An evaluation of GOES microphysical property retrievals at anvil regions of deep convection by using MMCR and NEXRAD

 

Authors

Xiquan Dong — University of Arizona
Patrick Minnis — NASA - Langley Research Center
Baike Xi — University of Arizona
Zhe Feng — Pacific Northwest National Laboratory

Category

Cloud Properties

Description

A new algorithm has been developed to perform automatic classification of deep convective systems by using data from U.S. DOE ARM measurements. The algorithm has been tested on major deep convective events of summer 2007 at the ARM SGP site. The major components of the data include ARSCL best estimated and precipitation mode reflectivity, Doppler velocity from MMCR, rain rate from rain gauges close to MMCR, and merged sounding temperature from value-added products.
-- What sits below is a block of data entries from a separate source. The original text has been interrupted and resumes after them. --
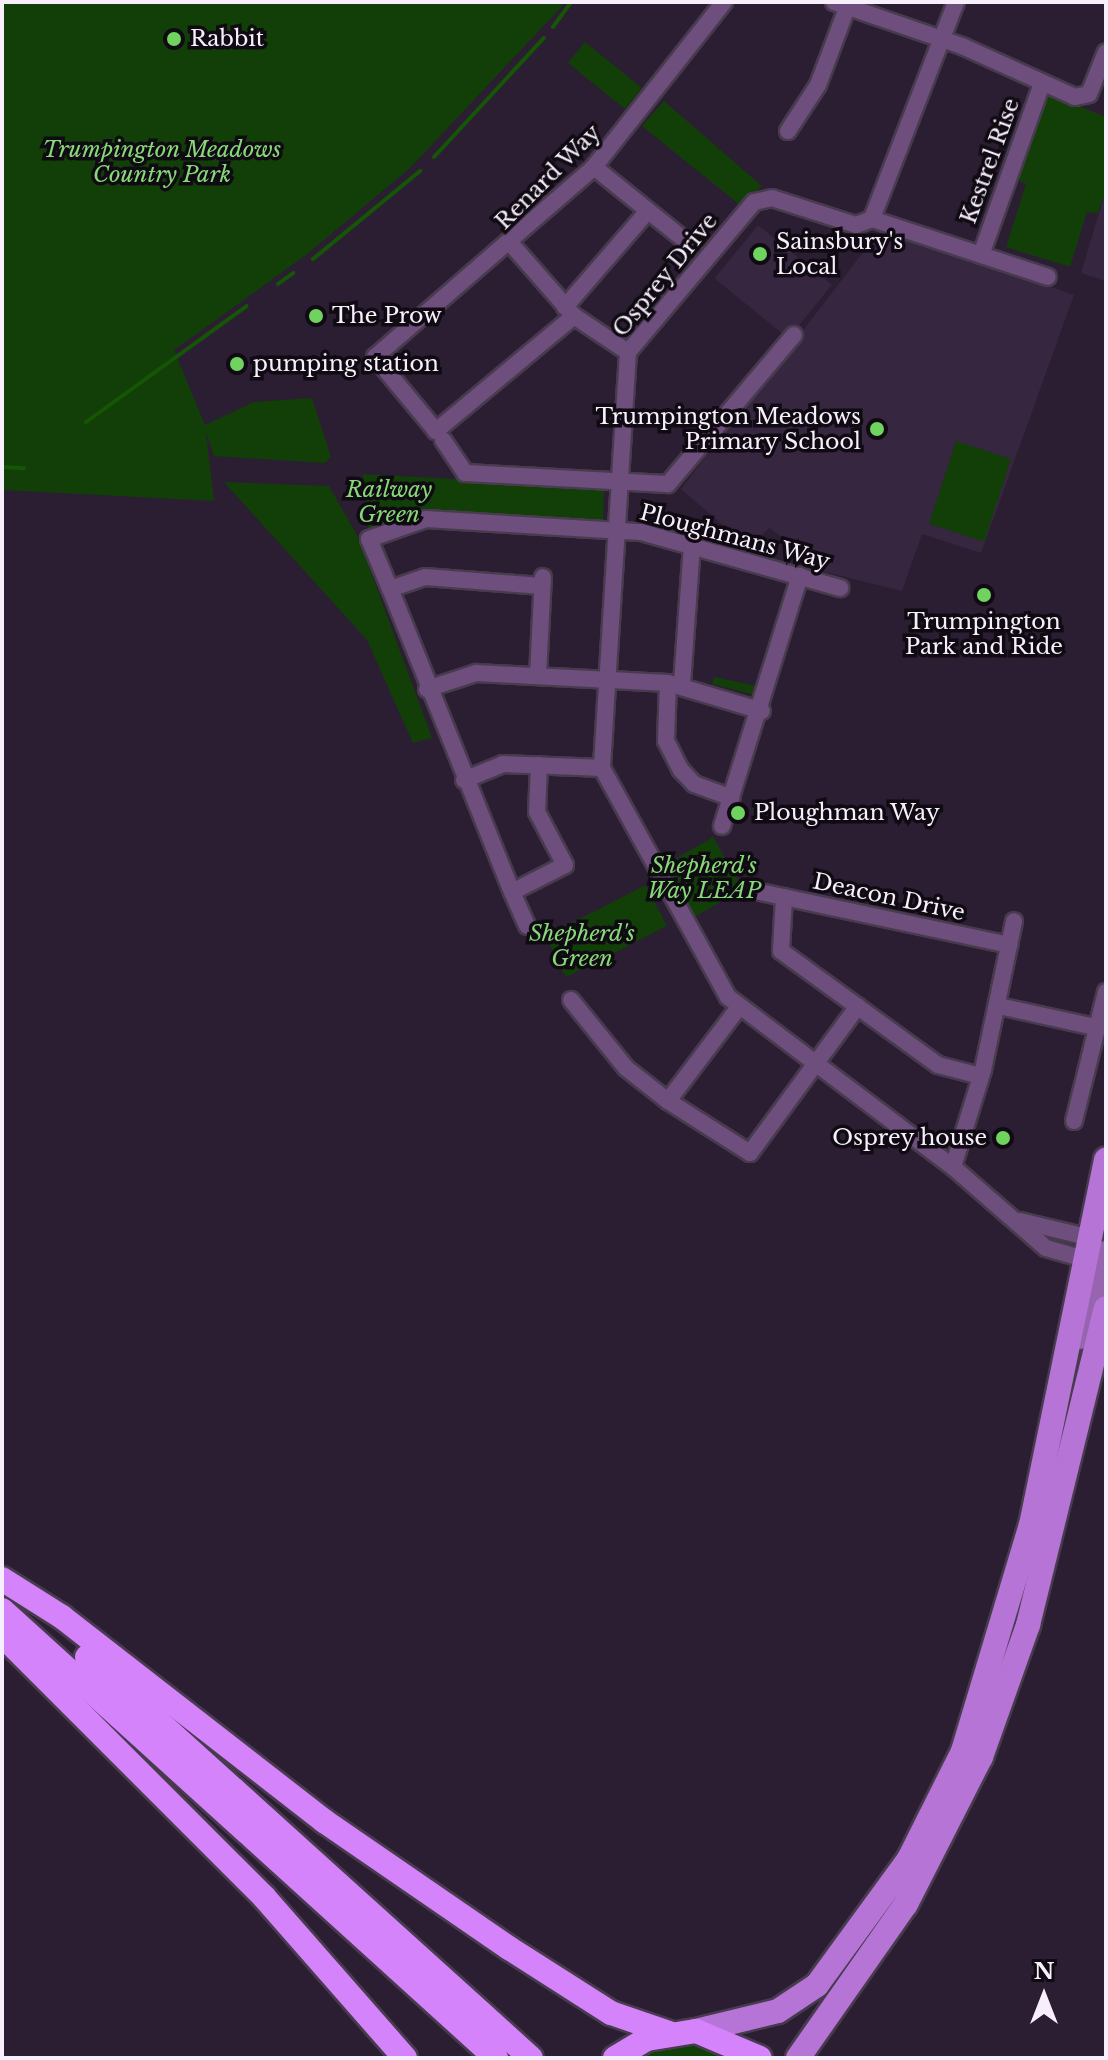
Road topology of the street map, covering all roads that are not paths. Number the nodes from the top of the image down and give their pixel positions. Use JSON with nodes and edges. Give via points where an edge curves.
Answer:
{"nodes":[{"id":1,"x":724,"y":2,"type":"edge"},
{"id":2,"x":956,"y":2,"type":"edge"},
{"id":3,"x":841,"y":4,"type":"edge"},
{"id":4,"x":943,"y":42,"type":"junction"},
{"id":5,"x":1106,"y":52,"type":"edge"},
{"id":6,"x":1042,"y":84,"type":"junction"},
{"id":7,"x":788,"y":131,"type":"dead end"},
{"id":8,"x":594,"y":167,"type":"junction"},
{"id":9,"x":647,"y":212,"type":"junction"},
{"id":10,"x":872,"y":219,"type":"junction"},
{"id":11,"x":512,"y":245,"type":"junction"},
{"id":12,"x":692,"y":246,"type":"dead end"},
{"id":13,"x":981,"y":255,"type":"junction"},
{"id":14,"x":1048,"y":277,"type":"dead end"},
{"id":15,"x":569,"y":311,"type":"junction"},
{"id":16,"x":794,"y":335,"type":"dead end"},
{"id":17,"x":628,"y":352,"type":"junction"},
{"id":18,"x":443,"y":440,"type":"dead end"},
{"id":19,"x":621,"y":481,"type":"junction"},
{"id":20,"x":620,"y":530,"type":"junction"},
{"id":21,"x":692,"y":546,"type":"junction"},
{"id":22,"x":800,"y":576,"type":"junction"},
{"id":23,"x":840,"y":588,"type":"dead end"},
{"id":24,"x":390,"y":589,"type":"junction"},
{"id":25,"x":538,"y":675,"type":"junction"},
{"id":26,"x":609,"y":680,"type":"junction"},
{"id":27,"x":675,"y":684,"type":"junction"},
{"id":28,"x":427,"y":689,"type":"junction"},
{"id":29,"x":762,"y":711,"type":"junction"},
{"id":30,"x":539,"y":765,"type":"junction"},
{"id":31,"x":602,"y":768,"type":"junction"},
{"id":32,"x":464,"y":780,"type":"junction"},
{"id":33,"x":732,"y":798,"type":"junction"},
{"id":34,"x":722,"y":826,"type":"dead end"},
{"id":35,"x":512,"y":892,"type":"junction"},
{"id":36,"x":760,"y":892,"type":"dead end"},
{"id":37,"x":784,"y":897,"type":"junction"},
{"id":38,"x":1014,"y":921,"type":"dead end"},
{"id":39,"x":527,"y":926,"type":"dead end"},
{"id":40,"x":1009,"y":945,"type":"junction"},
{"id":41,"x":1106,"y":992,"type":"edge"},
{"id":42,"x":571,"y":1000,"type":"dead end"},
{"id":43,"x":858,"y":1006,"type":"junction"},
{"id":44,"x":999,"y":1006,"type":"junction"},
{"id":45,"x":739,"y":1007,"type":"junction"},
{"id":46,"x":1099,"y":1028,"type":"junction"},
{"id":47,"x":816,"y":1063,"type":"junction"},
{"id":48,"x":977,"y":1075,"type":"junction"},
{"id":49,"x":668,"y":1101,"type":"junction"},
{"id":50,"x":1074,"y":1121,"type":"dead end"},
{"id":51,"x":1106,"y":1160,"type":"edge"},
{"id":52,"x":953,"y":1167,"type":"junction"},
{"id":53,"x":1015,"y":1220,"type":"junction"},
{"id":54,"x":1095,"y":1250,"type":"edge"},
{"id":55,"x":1106,"y":1308,"type":"edge"},
{"id":56,"x":1106,"y":1354,"type":"edge"},
{"id":57,"x":1071,"y":1454,"type":"junction"},
{"id":58,"x":2,"y":1579,"type":"edge"},
{"id":59,"x":2,"y":1610,"type":"edge"},
{"id":60,"x":2,"y":1635,"type":"edge"},
{"id":61,"x":696,"y":2031,"type":"junction"},
{"id":62,"x":669,"y":2033,"type":"junction"},
{"id":63,"x":405,"y":2058,"type":"edge"},
{"id":64,"x":496,"y":2058,"type":"edge"},
{"id":65,"x":531,"y":2058,"type":"edge"},
{"id":66,"x":615,"y":2058,"type":"edge"},
{"id":67,"x":760,"y":2058,"type":"edge"},
{"id":68,"x":798,"y":2058,"type":"edge"}],
"edges":[{"from":1,"to":8,"type":"street","name":"Renard Way"},
{"from":2,"to":4,"type":"street"},
{"from":3,"to":4,"type":"street"},
{"from":3,"to":7,"type":"street","via":[[818,85]]},
{"from":4,"to":6,"type":"street"},
{"from":4,"to":10,"type":"street"},
{"from":5,"to":6,"type":"street","via":[[1089,94],[1075,97]]},
{"from":6,"to":13,"type":"street","name":"Kestrel Rise"},
{"from":8,"to":9,"type":"street"},
{"from":8,"to":11,"type":"street","name":"Renard Way"},
{"from":9,"to":12,"type":"street"},
{"from":9,"to":15,"type":"street"},
{"from":10,"to":13,"type":"street","name":"Kestrel Rise"},
{"from":10,"to":17,"type":"street","name":"Osprey Drive","via":[[856,225],[772,198],[754,202]]},
{"from":11,"to":15,"type":"street"},
{"from":11,"to":15,"type":"street","name":"Renard Way","via":[[375,357],[436,431]]},
{"from":13,"to":14,"type":"street","name":"Kestrel Rise"},
{"from":15,"to":17,"type":"street"},
{"from":16,"to":19,"type":"street","via":[[668,484]]},
{"from":17,"to":19,"type":"street","name":"Osprey Drive"},
{"from":18,"to":19,"type":"street","via":[[465,473]]},
{"from":19,"to":20,"type":"street","name":"Osprey Drive"},
{"from":20,"to":21,"type":"street","name":"Ploughmans Way"},
{"from":20,"to":24,"type":"street","name":"Ploughmans Way","via":[[426,519],[369,539]]},
{"from":20,"to":26,"type":"street","name":"Osprey Drive"},
{"from":21,"to":22,"type":"street","name":"Ploughmans Way"},
{"from":21,"to":27,"type":"street"},
{"from":22,"to":23,"type":"street","name":"Ploughmans Way"},
{"from":22,"to":29,"type":"street"},
{"from":24,"to":25,"type":"street","via":[[425,577],[542,581]]},
{"from":24,"to":28,"type":"street"},
{"from":25,"to":26,"type":"street"},
{"from":25,"to":28,"type":"street","via":[[464,674]]},
{"from":26,"to":27,"type":"street"},
{"from":26,"to":31,"type":"street","name":"Osprey Drive"},
{"from":27,"to":29,"type":"street"},
{"from":27,"to":33,"type":"street","via":[[666,741],[694,784]]},
{"from":28,"to":32,"type":"street"},
{"from":29,"to":33,"type":"street"},
{"from":30,"to":31,"type":"street"},
{"from":30,"to":32,"type":"street","via":[[503,764]]},
{"from":30,"to":35,"type":"street","via":[[537,812],[565,865]]},
{"from":31,"to":45,"type":"street","via":[[721,990]]},
{"from":32,"to":35,"type":"street"},
{"from":33,"to":34,"type":"street"},
{"from":35,"to":39,"type":"street"},
{"from":36,"to":37,"type":"street","name":"Deacon Drive"},
{"from":37,"to":40,"type":"street","name":"Deacon Drive"},
{"from":37,"to":43,"type":"street","via":[[781,951]]},
{"from":38,"to":40,"type":"street"},
{"from":40,"to":44,"type":"street"},
{"from":41,"to":46,"type":"street"},
{"from":42,"to":49,"type":"street","via":[[594,1032]]},
{"from":43,"to":47,"type":"street"},
{"from":43,"to":48,"type":"street","via":[[938,1065]]},
{"from":44,"to":46,"type":"street"},
{"from":44,"to":48,"type":"street"},
{"from":45,"to":47,"type":"street"},
{"from":45,"to":49,"type":"street"},
{"from":46,"to":50,"type":"street"},
{"from":47,"to":49,"type":"street","via":[[750,1153]]},
{"from":47,"to":52,"type":"street"},
{"from":48,"to":52,"type":"street"},
{"from":51,"to":54,"type":"main road"},
{"from":52,"to":53,"type":"street"},
{"from":53,"to":54,"type":"street"},
{"from":53,"to":54,"type":"street","via":[[1046,1248]]},
{"from":54,"to":61,"type":"main road","via":[[1031,1525],[963,1751],[909,1859],[865,1927],[795,2001],[756,2019]]},
{"from":55,"to":57,"type":"main road"},
{"from":56,"to":57,"type":"street"},
{"from":57,"to":68,"type":"main road","via":[[1012,1676],[966,1794],[906,1904]]},
{"from":58,"to":62,"type":"highway","via":[[62,1617],[324,1821],[509,1948],[611,2013]]},
{"from":58,"to":65,"type":"highway"},
{"from":59,"to":64,"type":"highway"},
{"from":60,"to":63,"type":"highway","via":[[264,1897]]},
{"from":61,"to":62,"type":"highway"},
{"from":61,"to":67,"type":"highway"},
{"from":62,"to":66,"type":"highway"}]}
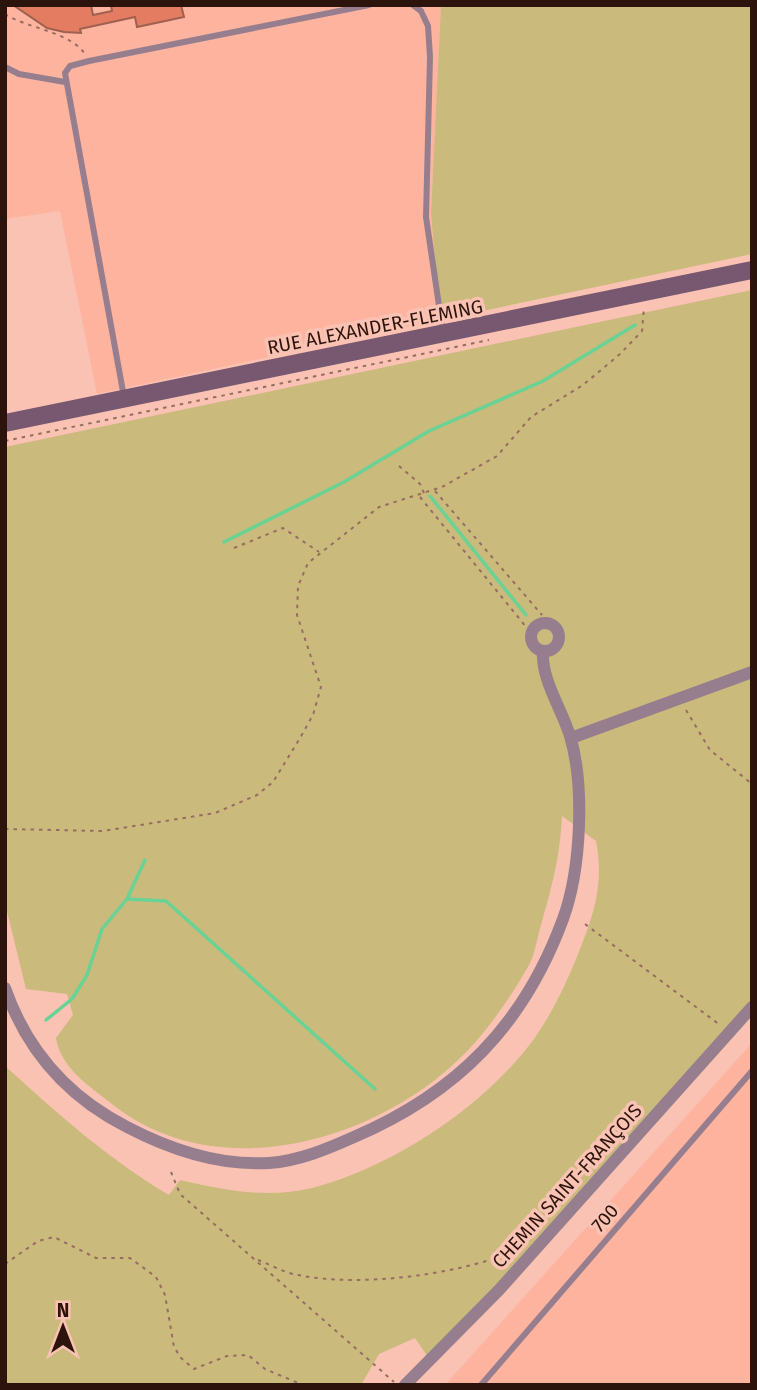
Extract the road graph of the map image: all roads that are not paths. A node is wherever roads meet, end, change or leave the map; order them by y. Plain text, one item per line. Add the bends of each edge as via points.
1 (369, 5) edge
2 (413, 5) edge
3 (5, 67) edge
4 (65, 82) junction
5 (752, 270) edge
6 (443, 335) junction
7 (124, 399) junction
8 (5, 423) edge
9 (543, 651) dead end
10 (752, 672) edge
11 (570, 738) junction
12 (5, 988) edge
13 (752, 1007) edge
14 (752, 1071) edge
15 (405, 1385) edge
16 (481, 1385) edge

1 - 4 lane via 89,61 70,66
2 - 6 lane via 428,26 426,217
3 - 4 lane
4 - 7 lane
5 - 6 street, RUE ALEXANDER-FLEMING
6 - 7 street, RUE ALEXANDER-FLEMING
7 - 8 street, RUE ALEXANDER-FLEMING
9 - 11 street via 543,666
10 - 11 street
11 - 12 street via 577,781 576,854 564,916 550,954 523,1003 487,1049 441,1090 366,1133 304,1157 270,1163 210,1158 156,1142 86,1102 58,1078 21,1028
13 - 15 street, CHEMIN SAINT-FRANÇOIS via 499,1290
14 - 16 lane, 700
The classification is performed every minute, giving a total of seven classes, including shallow cumulus, convective, stratiform with bright band, stratiform without bright band, transition from precipitating to non-precipitating cloud, mixed-phase anvil, and ice anvil. The similar technique developed from ARM instruments is then applied to the scanning radars (NEXRAD). The NEXRAD data are first objectively analyzed onto a Cartesian grid, followed by a two-step precipitation-cloud classification. While the MMCR classification provides accurate time-series profiles for NEXRAD to separate precipitating and non-precipitating portion of the convective systems, the NEXRAD classification can provide a three-dimensional field of such systems. Direct time-series comparison between the MMCR and two nearby NEXRAD is performed to evaluate classification from NEXRAD. Applications of the NEXRAD classification to GOES satellite macrophysical and microphysical cloud property retrievals in regions of the mixed-phase anvil and ice anvil of deep convection will be shown to illustrate the potential of this technique to study continental deep convections.